There are not many studies that describe the exact dosage to be giving our pets, if we decide to give our animals cannabis products. However, research is available that can shed some light on the subject and allow us to make sensible conclusions about cannabinoid dosing.  A study on epilepsy in rats (completed by the University of Utah, Turkanis et al. 1979) showed the anti-convulsant effects of CBD (0.3­ mg/kg). The study compared CBD to THC and two prescription anti-­convulsant drugs (Phenytoin and Ethosuximide). The study showed that CBD was the most effective “drug” tested for treating convulsions and after-discharge effects. Even at the lowest dose tested in the study, 0.3 mg/kg (this equals about 7mg for a 50lb dog), CBD showed dramatic results!

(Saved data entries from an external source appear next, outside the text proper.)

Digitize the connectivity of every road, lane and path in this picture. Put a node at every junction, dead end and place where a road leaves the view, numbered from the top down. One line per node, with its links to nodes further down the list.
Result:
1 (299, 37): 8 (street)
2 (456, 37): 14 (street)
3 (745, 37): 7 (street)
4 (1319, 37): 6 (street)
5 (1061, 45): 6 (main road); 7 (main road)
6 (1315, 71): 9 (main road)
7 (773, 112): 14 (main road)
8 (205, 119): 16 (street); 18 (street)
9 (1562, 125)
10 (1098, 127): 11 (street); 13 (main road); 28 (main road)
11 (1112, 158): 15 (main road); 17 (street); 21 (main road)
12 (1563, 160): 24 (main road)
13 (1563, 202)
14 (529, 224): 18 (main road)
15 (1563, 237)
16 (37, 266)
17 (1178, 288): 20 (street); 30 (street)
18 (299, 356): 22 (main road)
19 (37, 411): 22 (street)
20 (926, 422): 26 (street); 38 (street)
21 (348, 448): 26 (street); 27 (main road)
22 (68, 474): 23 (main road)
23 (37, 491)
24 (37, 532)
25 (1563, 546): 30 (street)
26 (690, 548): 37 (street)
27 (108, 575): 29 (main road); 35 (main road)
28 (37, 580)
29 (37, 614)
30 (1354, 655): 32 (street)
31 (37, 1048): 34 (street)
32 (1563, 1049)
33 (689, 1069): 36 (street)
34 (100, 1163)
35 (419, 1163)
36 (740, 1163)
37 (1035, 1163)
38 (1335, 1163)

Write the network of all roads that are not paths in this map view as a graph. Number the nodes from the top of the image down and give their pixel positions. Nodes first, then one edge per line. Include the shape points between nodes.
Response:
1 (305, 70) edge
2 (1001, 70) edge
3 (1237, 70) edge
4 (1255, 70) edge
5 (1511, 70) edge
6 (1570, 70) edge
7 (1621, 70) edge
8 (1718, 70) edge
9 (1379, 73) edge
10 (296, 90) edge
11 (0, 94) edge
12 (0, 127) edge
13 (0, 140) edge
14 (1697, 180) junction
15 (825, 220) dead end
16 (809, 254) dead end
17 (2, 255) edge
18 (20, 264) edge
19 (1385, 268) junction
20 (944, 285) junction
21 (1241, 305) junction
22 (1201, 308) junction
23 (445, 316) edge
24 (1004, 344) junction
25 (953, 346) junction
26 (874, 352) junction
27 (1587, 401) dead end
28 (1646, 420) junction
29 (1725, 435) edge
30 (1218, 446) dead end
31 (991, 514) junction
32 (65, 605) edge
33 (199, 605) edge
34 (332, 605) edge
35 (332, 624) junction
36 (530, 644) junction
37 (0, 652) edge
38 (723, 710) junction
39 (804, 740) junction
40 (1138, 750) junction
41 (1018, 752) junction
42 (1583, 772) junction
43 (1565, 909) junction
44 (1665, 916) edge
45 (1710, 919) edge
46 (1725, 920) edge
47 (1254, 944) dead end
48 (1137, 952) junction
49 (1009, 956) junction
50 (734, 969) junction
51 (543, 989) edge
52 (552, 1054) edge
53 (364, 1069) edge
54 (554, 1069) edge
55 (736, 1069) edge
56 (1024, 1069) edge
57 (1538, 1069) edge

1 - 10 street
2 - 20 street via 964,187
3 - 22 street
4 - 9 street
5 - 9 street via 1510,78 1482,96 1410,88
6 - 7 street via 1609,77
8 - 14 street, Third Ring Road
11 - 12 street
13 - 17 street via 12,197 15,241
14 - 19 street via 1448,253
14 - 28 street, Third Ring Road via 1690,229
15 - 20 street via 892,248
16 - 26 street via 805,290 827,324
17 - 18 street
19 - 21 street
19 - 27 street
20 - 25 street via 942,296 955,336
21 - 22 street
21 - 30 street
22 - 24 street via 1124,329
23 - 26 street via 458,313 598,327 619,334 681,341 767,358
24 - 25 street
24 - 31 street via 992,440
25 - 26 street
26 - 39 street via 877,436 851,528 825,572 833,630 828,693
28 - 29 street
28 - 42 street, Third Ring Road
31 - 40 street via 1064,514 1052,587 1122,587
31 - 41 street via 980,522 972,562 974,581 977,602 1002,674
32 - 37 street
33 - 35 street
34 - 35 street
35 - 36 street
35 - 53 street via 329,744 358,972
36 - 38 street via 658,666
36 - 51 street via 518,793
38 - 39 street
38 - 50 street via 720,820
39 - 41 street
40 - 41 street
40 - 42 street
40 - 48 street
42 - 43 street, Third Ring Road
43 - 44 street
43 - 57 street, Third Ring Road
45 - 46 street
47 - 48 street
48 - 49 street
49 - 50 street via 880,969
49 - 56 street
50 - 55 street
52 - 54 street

This is exciting news because it means that you could possibly treat your pet’s epilepsy and other conditions with CBD, avoiding the use of toxic drugs. Unlike drugs such as Phenytoin, there has never been adverse events reported from CBD alone, even at very high doses (Bergamaschi, et al. 2011). Like many pharmaceutical drugs the anti-­seizure medications can have bad side effects. CBD has no known side effects, and can be taken safely by most animals at doses much higher than needed. This makes it safe for pets that like to get into bags of food and eat the entire container. An entire container of CBD dog treats would probably just cause symptoms associated with overeating, no serious drug overdose symptoms.

Another benefit is that CBD can be a cheap alternative to using these pharmaceutical drugs. When going to the vet there’s always a veterinarian checkup fee and those vary from around fifty dollars to nearly one hundred, which can get pricey. On top of that you have to pay for the prescription. Many of us would spend any amount of money to care for our pets, but in reality we often can’t afford to spend so much. Currently many CBD products are priced to compete with pharmaceutical drugs, and a lot of the hemp dog treats out there do not even tell you how much CBD they provide. But because CBD is easily extracted from cannabis (which grows like a weed), it is only a matter of time before CBD becomes cheap and accessible.  And giving it to your pets is practically proven to be safe and effective when given at the correct dosage.

The above information is just about CBD and seizures, there are other medical uses that CBD has become well known for, including; anxiety, appetite, cancer, arthritis pain, insomnia, and more.. We don’t yet know the full story of what CBD can do, but we know that the medical benefits aren’t just helping humans, but our furry companions as well.  Regardless of what you choose to use CBD for, the information in this article can serve as a verified guideline for safe CBD dosing in dogs and cats.

Below is a table that calculates CBD dosing based on 0.3mg/kg (proven safe and effective in animal studies).  The table is made for the Companion liquid CBD product available in Washington state (made by Fairwinds Manufacturing), with dosing based on the studies I reviewed in this article (0.3mg/kg).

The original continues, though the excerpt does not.